[Requirement]
Only the lines of the data holding the string "ЮБИЛЕЙНАЯ" need to be returned.

★ ★ ★

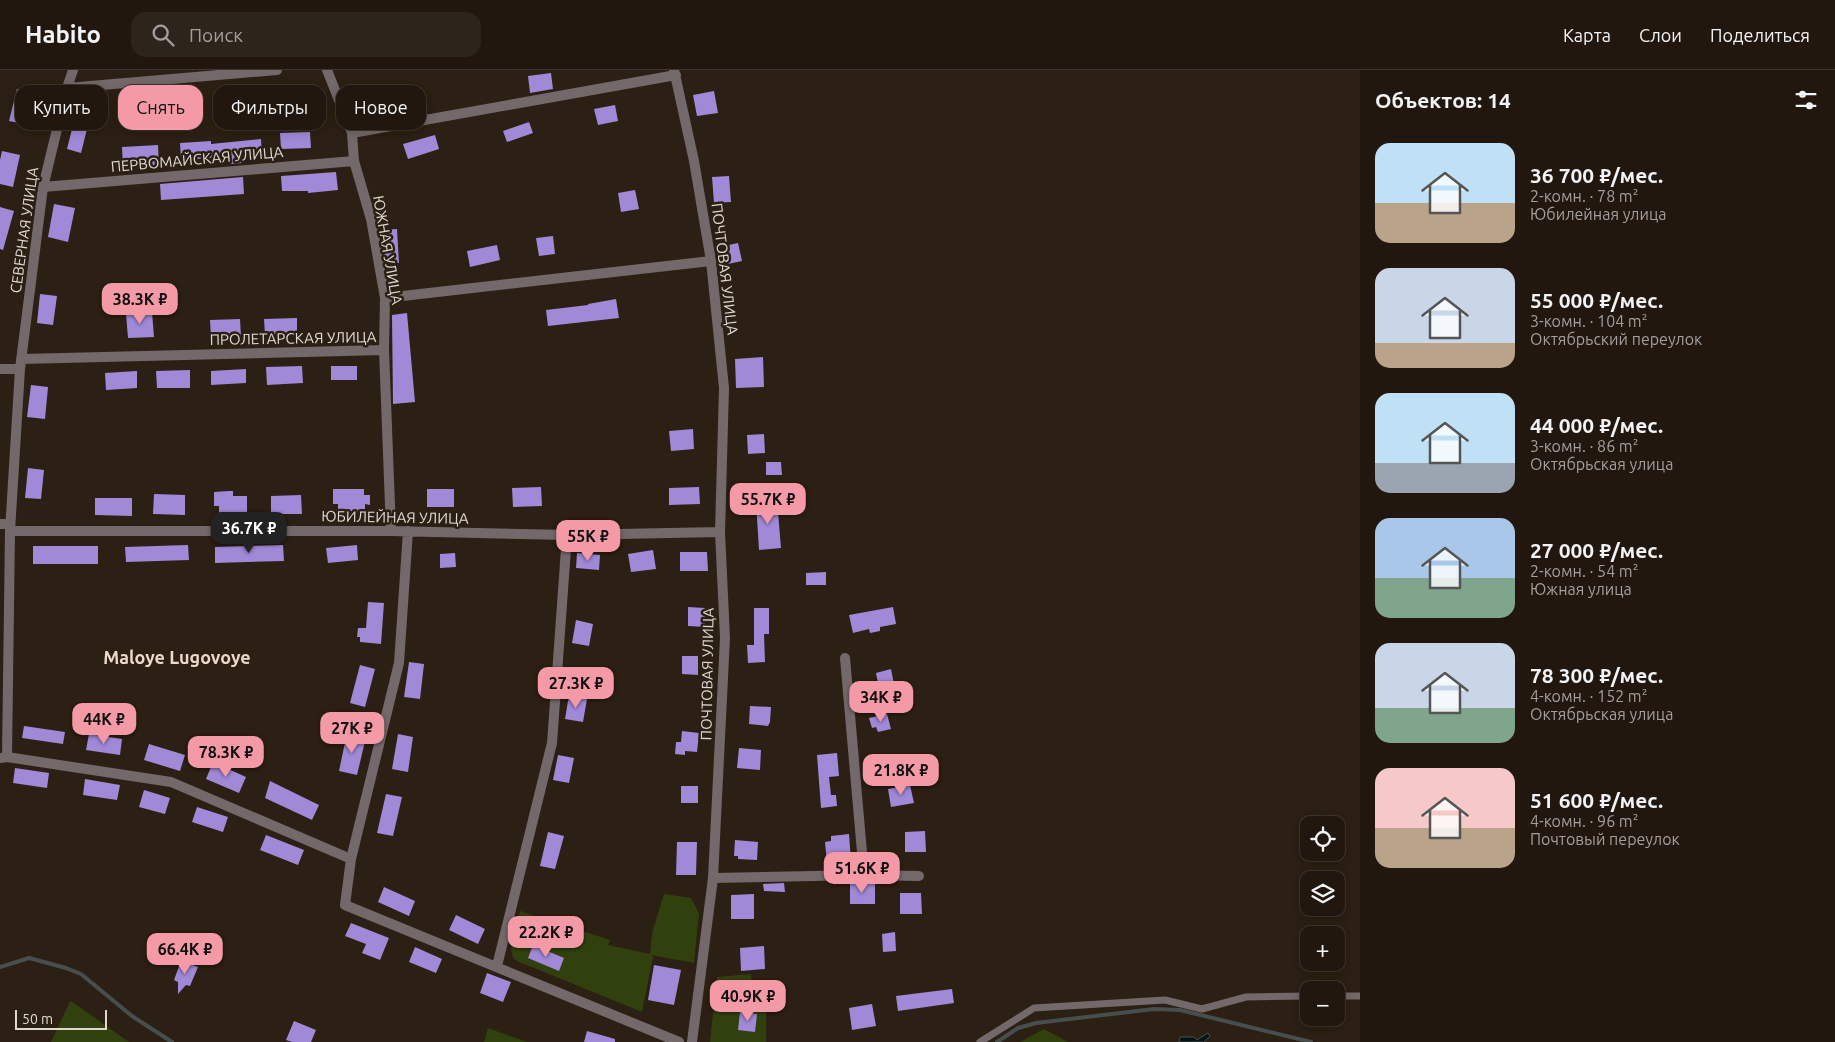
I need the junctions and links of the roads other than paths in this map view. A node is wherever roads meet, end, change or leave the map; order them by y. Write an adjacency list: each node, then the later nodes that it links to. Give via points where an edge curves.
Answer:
1 (73, 70): 5 (street, СЕВЕРНАЯ УЛИЦА)
2 (277, 70): 6 (street)
3 (327, 70): 8 (street, ЮЖНАЯ УЛИЦА)
4 (675, 72): 8 (street); 11 (street, ПОЧТОВАЯ УЛИЦА)
5 (67, 85)
6 (101, 85)
7 (56, 130): 10 (street, СЕВЕРНАЯ УЛИЦА)
8 (352, 133): 9 (street, ЮЖНАЯ УЛИЦА)
9 (354, 161): 10 (street, ПЕРВОМАЙСКАЯ УЛИЦА); 12 (street, ЮЖНАЯ УЛИЦА, via 371,219)
10 (43, 187): 14 (street, СЕВЕРНАЯ УЛИЦА)
11 (712, 262): 12 (street); 19 (street, ПОЧТОВАЯ УЛИЦА, via 724,388)
12 (385, 298): 13 (street, ЮЖНАЯ УЛИЦА)
13 (384, 350): 14 (street, ПРОЛЕТАРСКАЯ УЛИЦА); 17 (street, ЮЖНАЯ УЛИЦА)
14 (21, 364): 15 (street, ПРОЛЕТАРСКАЯ УЛИЦА); 16 (street, СЕВЕРНАЯ УЛИЦА)
15 (0, 369)
16 (7, 526): 17 (street, ЮБИЛЕЙНАЯ УЛИЦА); 22 (street, СЕВЕРНАЯ УЛИЦА)
17 (391, 531): 18 (street, ЮБИЛЕЙНАЯ УЛИЦА)
18 (408, 532): 20 (street, ЮБИЛЕЙНАЯ УЛИЦА); 23 (street, via 399,663)
19 (720, 532): 20 (street, ЮБИЛЕЙНАЯ УЛИЦА); 26 (street, ПОЧТОВАЯ УЛИЦА, via 725,638)
20 (567, 535): 27 (street, via 552,743)
21 (845, 658): 24 (street)
22 (4, 757): 23 (street, via 171,782)
23 (352, 859): 27 (street, via 344,905)
24 (864, 875): 25 (street); 26 (street)
25 (919, 876)
26 (713, 878): 32 (street, ПОЧТОВАЯ УЛИЦА)
27 (497, 966): 31 (street)
28 (1300, 996): 33 (lane, via 1246,997 1202,1010 1165,1000 1034,1008)
29 (1345, 996): 30 (lane)
30 (1360, 996)
31 (679, 1042)
32 (692, 1042)
33 (980, 1042)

★ ★ ★

[Task answer]
16 (7, 526): 17 (street, ЮБИЛЕЙНАЯ УЛИЦА); 22 (street, СЕВЕРНАЯ УЛИЦА)
17 (391, 531): 18 (street, ЮБИЛЕЙНАЯ УЛИЦА)
18 (408, 532): 20 (street, ЮБИЛЕЙНАЯ УЛИЦА); 23 (street, via 399,663)
19 (720, 532): 20 (street, ЮБИЛЕЙНАЯ УЛИЦА); 26 (street, ПОЧТОВАЯ УЛИЦА, via 725,638)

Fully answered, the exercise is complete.